Data extracted from a collection ▸
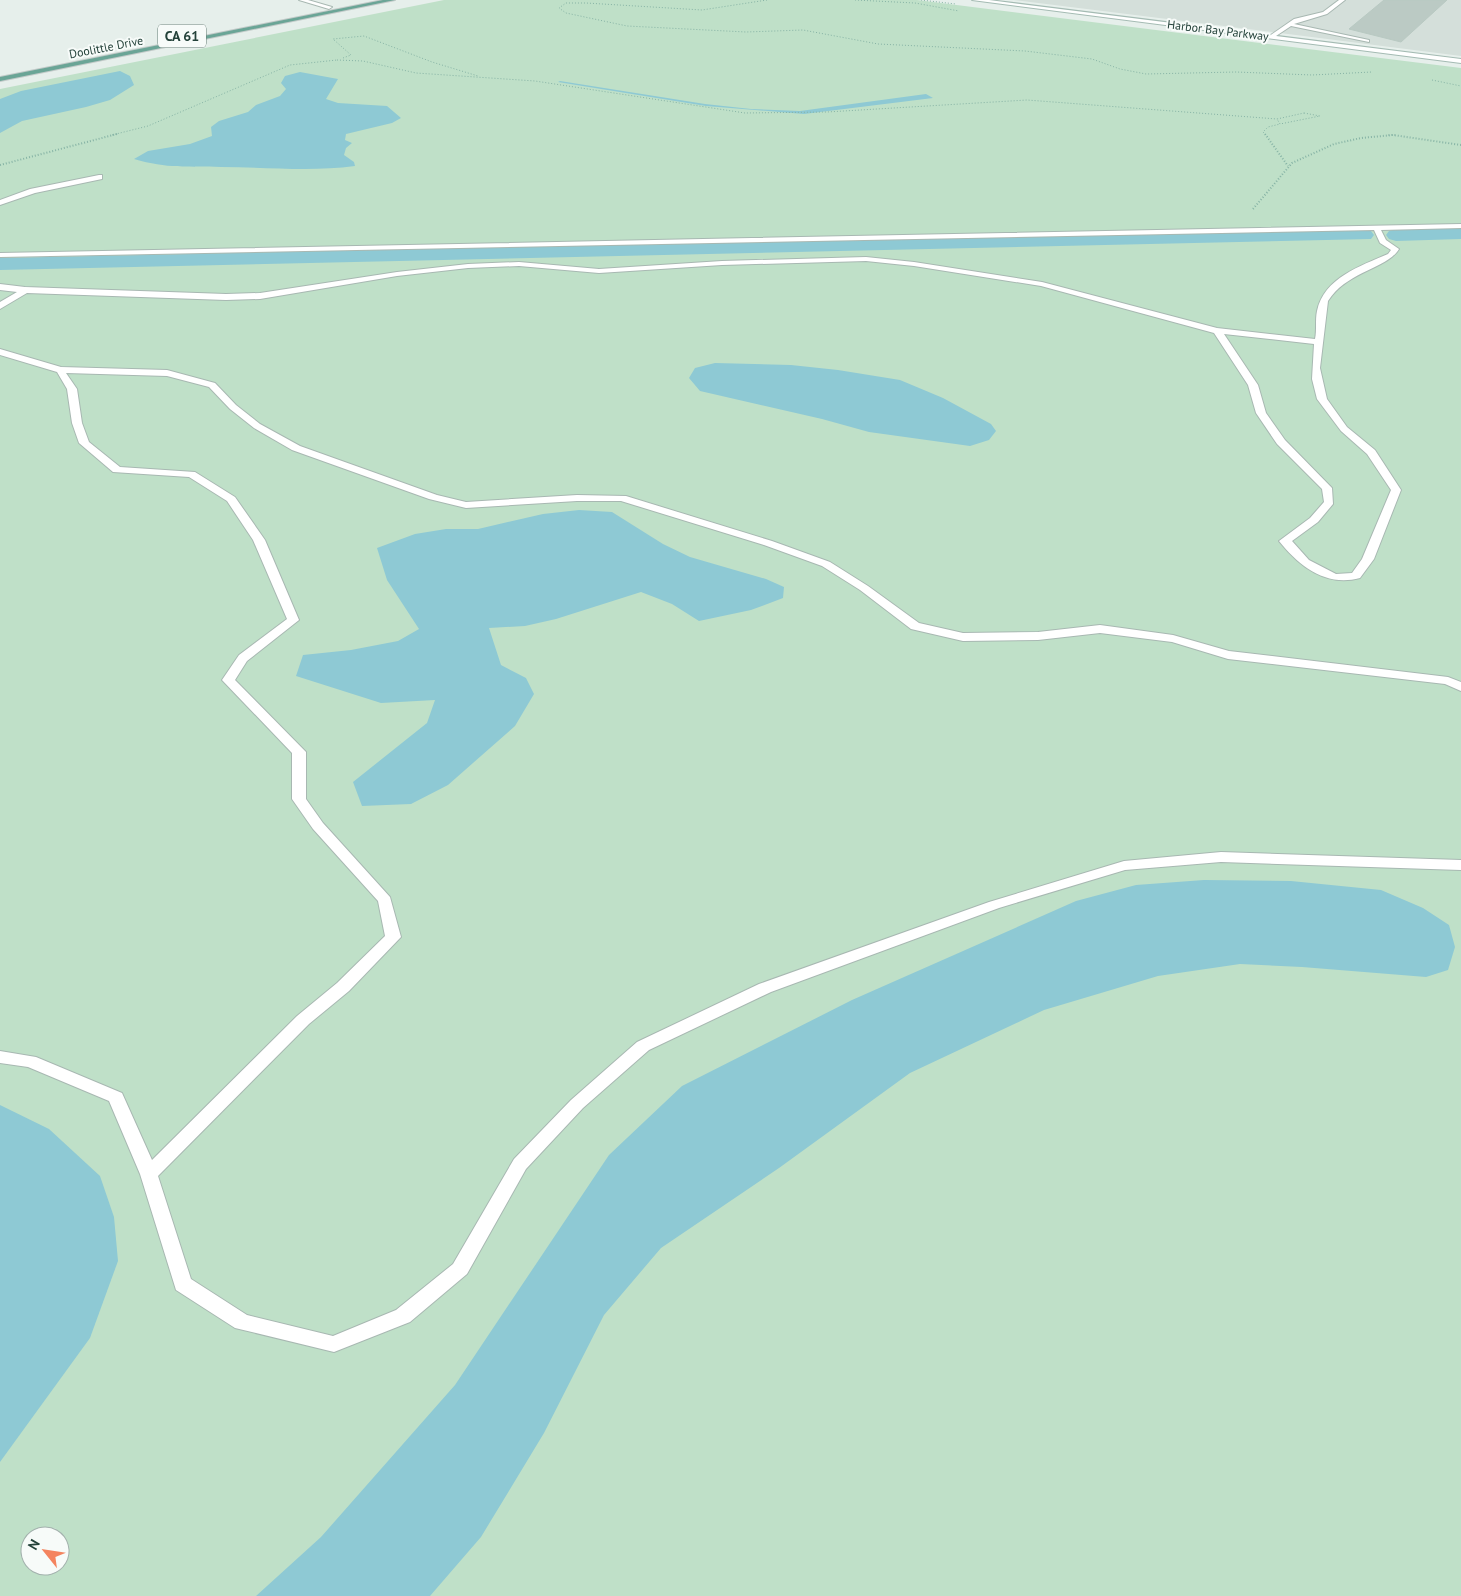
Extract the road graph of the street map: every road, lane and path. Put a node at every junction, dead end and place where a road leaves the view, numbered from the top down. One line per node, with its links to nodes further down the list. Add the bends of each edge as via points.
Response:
1 (302, 0): 7 (lane)
2 (364, 0): 7 (main road, Doolittle Drive / CA 61)
3 (392, 0): 16 (main road, Doolittle Drive / CA 61)
4 (767, 0): 13 (path, via 702,10 574,2 559,8 566,13 628,26 737,32 817,31 878,44 1084,57 1146,74)
5 (976, 0): 9 (main road, Harbor Bay Parkway)
6 (1342, 0): 8 (lane, via 1325,13)
7 (328, 7): 14 (main road, Doolittle Drive / CA 61)
8 (1289, 24): 9 (lane); 10 (lane)
9 (1271, 37): 12 (main road, Harbor Bay Parkway)
10 (1368, 41)
11 (337, 60): 15 (path, via 363,60 416,73); 15 (path, via 351,54 333,39 364,36); 22 (path, via 290,65 148,126)
12 (1461, 61)
13 (1375, 72)
14 (0, 73)
15 (483, 77): 19 (path, via 535,81 750,113 827,112 1027,100)
16 (0, 79)
17 (1426, 79): 18 (path)
18 (1461, 86)
19 (1277, 119): 20 (path); 20 (path, via 1304,113 1320,116)
20 (1280, 124): 23 (path, via 1263,132)
21 (1461, 145): 23 (path, via 1403,135 1361,138 1329,146)
22 (0, 164)
23 (1288, 166): 28 (path)
24 (99, 177): 25 (lane, via 34,191)
25 (0, 203)
26 (1461, 226): 27 (lane)
27 (1376, 227): 28 (lane); 34 (lane, via 1383,241 1395,249 1391,256 1340,282 1326,297 1321,311)
28 (1237, 230): 29 (lane)
29 (0, 255)
30 (0, 287): 31 (lane)
31 (25, 290): 32 (lane); 33 (lane, via 234,297 468,266 519,264 599,271 866,259 1042,284)
32 (0, 306)
33 (1217, 331): 34 (lane); 34 (lane, via 1253,385 1261,413 1281,442 1327,488 1329,502 1314,520 1284,541 1305,562 1334,578 1356,576 1368,559 1396,490 1370,451 1344,429 1316,386)
34 (1319, 342)
35 (0, 352): 36 (lane)
36 (60, 370): 37 (lane, via 167,373 212,385 258,426 296,448 434,497 466,505 622,498 826,564 915,626 963,637 1038,636 1100,629 1173,639 1228,655 1448,681); 40 (lane, via 72,389 77,424 84,443 118,470 191,474 231,499 259,540 294,620 243,658 228,680 299,752 299,799 318,826 385,900 393,937 343,987 303,1020)
37 (1461, 687)
38 (1461, 865): 40 (lane, via 1221,857 1124,866 994,905 765,988 643,1046 577,1104 520,1164 460,1269 403,1316 334,1344 242,1322 183,1284)
39 (0, 1057): 40 (lane, via 30,1061 116,1097)
40 (149, 1174)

Task prompt ▸ The answer consists of every line above in which the word "Harbor" occurs.

Task solution ▸
5 (976, 0): 9 (main road, Harbor Bay Parkway)
9 (1271, 37): 12 (main road, Harbor Bay Parkway)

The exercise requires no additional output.